The Supreme Head of the international Ahmadiyya Movement in Islam, which has an active branch in Baltimore, will preside Oct.14 at ceremonies formally opening a new Maryland mosque in Silver Spring.

The religious leader, who will also take part there in the 46th annual convention of Ahmadiyya Muslims in the United States, is Hazrat Nirza Tahir Ahmad.


The two days of events, concluding with a dinner on Oct. 15, is expected to draw many of the faith's adherents from the Baltimore area to the large, white, domed structure recently completed at 15000 Good Hope Road. The dedication program begins at 4 p.m. Friday.

Mubasher Ahmad, a native of Pakistan who is director of the Ahmadiyya center at 4406 Garrison Blvd. in Northwest Baltimore, said the minority Muslim sect -- founded in 1889 -- has 10 million members worldwide. Many of the approximately 8,000 Pakistan natives living in the Baltimore area are Ahmadis, he said.

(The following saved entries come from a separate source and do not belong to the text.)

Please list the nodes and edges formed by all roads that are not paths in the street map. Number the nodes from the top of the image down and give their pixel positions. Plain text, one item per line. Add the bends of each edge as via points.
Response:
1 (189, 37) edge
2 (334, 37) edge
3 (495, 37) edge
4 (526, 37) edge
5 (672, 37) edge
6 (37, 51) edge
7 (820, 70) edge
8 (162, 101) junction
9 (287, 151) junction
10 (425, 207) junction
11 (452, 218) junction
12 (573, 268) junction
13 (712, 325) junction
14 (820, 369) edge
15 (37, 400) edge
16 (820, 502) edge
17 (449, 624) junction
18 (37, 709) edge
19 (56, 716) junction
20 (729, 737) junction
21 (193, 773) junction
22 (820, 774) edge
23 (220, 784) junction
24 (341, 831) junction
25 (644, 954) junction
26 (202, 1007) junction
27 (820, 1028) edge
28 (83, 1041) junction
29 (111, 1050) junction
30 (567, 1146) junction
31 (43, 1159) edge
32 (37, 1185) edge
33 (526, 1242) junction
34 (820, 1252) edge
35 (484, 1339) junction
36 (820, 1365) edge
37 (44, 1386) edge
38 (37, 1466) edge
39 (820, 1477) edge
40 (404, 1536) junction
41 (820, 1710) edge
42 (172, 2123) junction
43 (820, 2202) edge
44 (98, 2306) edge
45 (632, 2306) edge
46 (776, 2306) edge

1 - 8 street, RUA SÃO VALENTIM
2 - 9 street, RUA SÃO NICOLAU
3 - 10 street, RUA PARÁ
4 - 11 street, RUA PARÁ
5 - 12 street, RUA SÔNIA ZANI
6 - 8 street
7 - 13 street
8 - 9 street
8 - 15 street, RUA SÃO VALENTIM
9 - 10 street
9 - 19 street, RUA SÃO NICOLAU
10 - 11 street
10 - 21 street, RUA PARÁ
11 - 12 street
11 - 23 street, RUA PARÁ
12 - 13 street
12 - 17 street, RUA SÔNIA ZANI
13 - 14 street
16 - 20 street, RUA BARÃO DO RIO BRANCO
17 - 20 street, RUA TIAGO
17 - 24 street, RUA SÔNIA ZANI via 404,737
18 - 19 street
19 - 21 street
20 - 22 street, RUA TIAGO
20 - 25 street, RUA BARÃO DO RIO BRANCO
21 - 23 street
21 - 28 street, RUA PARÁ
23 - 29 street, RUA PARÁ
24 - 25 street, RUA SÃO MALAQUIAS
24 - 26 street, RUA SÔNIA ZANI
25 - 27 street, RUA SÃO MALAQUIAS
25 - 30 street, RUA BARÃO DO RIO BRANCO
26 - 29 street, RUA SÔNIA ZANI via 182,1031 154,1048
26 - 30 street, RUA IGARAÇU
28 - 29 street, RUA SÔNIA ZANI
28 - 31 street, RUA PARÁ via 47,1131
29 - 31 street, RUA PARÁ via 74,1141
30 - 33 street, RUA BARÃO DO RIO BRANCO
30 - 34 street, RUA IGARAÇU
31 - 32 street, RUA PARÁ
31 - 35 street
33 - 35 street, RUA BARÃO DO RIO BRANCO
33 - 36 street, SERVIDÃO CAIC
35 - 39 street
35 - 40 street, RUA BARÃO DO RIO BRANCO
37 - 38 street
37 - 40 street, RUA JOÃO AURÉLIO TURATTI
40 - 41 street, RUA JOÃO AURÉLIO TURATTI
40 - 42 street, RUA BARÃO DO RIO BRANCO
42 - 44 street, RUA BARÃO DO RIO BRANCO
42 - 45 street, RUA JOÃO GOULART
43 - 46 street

He called them "focused and studious people who have prospered in their undertakings and, as a consequence, incurred the wrath of Islamic extremists." Ahmadis teach that Jesus "was a holy prophet who survived the cross and preached in India after his resurrection."

They also teach that "there can be no compulsion in matters of faith" and reject violence in any form and for any reason.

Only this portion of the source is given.